RUTENG kabarntt.id— Ini kabar gembira untuk masyarakat Nusa Tenggara Timur (NTT). Biaya pemeriksaan swab untuk memastikan apakah seseorang terkonfirmasi Covid-19 atau tidak turun menjadi Rp 900 ribu. Sedangkan rapitd test hanya Rp 150 ribu.
“Per hari ini, kami umumkan kepada seluruh masyarakat NTT, Bapak Gubernur telah memutuskan bahwa pemeriksaan swab mandiri dikenakan biaya sebesar Rp 900 ribu dan rapid test sebesar Rp 150 ribu sesuai dengan kebijakan nasional,” kata Kepala Biro Humas dan Protokol Setda NTT, Dr. Marius Ardu Jelamu di Ruteng, Kamis (8/10/2020).
Kepada para wartawan di Ruteng, Manggarai, Marius mengatakan, pemerintah pusat melalui Kementerian Kesehatan telah mengeluarkan surat edaran bernomor HK.02.02/I/3713/2020 tentang Batas Tarif Tertinggi Pemeriksaan Real Time Polymerase Chain Reaction (RT-PCR). Dalam surat edaran tersebut, batas biaya maksimal tes PCR mandiri adalah Rp 900 ribu.

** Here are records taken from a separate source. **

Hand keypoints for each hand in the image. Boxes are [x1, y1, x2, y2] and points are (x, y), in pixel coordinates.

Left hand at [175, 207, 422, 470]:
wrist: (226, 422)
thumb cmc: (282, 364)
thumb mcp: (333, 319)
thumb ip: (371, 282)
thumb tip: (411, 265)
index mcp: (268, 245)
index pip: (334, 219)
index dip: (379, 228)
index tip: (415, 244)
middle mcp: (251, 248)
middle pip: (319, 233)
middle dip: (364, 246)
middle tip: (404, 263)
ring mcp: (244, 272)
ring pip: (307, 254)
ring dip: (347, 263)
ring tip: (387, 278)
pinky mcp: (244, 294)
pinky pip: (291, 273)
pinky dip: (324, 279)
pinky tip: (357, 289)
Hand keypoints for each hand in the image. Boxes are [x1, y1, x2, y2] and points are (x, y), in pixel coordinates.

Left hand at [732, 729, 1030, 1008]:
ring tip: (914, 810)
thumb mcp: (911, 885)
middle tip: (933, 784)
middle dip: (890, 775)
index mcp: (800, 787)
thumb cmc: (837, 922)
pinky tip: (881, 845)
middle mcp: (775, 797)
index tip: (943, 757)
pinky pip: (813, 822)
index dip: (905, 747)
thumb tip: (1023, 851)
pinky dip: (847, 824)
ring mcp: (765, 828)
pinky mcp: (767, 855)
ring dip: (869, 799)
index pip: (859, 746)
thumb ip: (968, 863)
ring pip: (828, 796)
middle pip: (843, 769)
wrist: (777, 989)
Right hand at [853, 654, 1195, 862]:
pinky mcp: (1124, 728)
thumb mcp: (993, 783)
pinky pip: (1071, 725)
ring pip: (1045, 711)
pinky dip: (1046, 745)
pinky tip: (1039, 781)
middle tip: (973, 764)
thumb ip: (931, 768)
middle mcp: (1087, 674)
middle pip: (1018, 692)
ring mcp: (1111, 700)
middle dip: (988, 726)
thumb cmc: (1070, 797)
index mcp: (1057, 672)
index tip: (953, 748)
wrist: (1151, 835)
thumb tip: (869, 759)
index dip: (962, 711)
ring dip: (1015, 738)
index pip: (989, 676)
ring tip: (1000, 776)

Peraturan Gubernur (Pergub) lama, kata Ardu Jelamu, yakni Pergub Nomor 25 Tahun 2020 tentang Tarif Layanan Kesehatan yang menetapkan biaya pemeriksaan swab sebesar Rp 1,5 juta dan rapid test sebesar 350 ribu akan segera direvisi.
“Kita akan mengeluarkan revisi peraturan gubernur secepatnya. Namun sebelum revisi tersebut dikeluarkan dan ditandatangani, Bapak Gubernur memutuskan untuk menyesuaikan biaya pemeriksaan swab dan rapid test sesuai standar nasional. Kami mengharapkan agar semua rumah sakit dan laboratorium bisa menyesuaikan dan memberlakukan tarif baru mulai hari ini,” pinta mantan Kadis Pariwisata dan Ekonomi Kreatif NTT itu.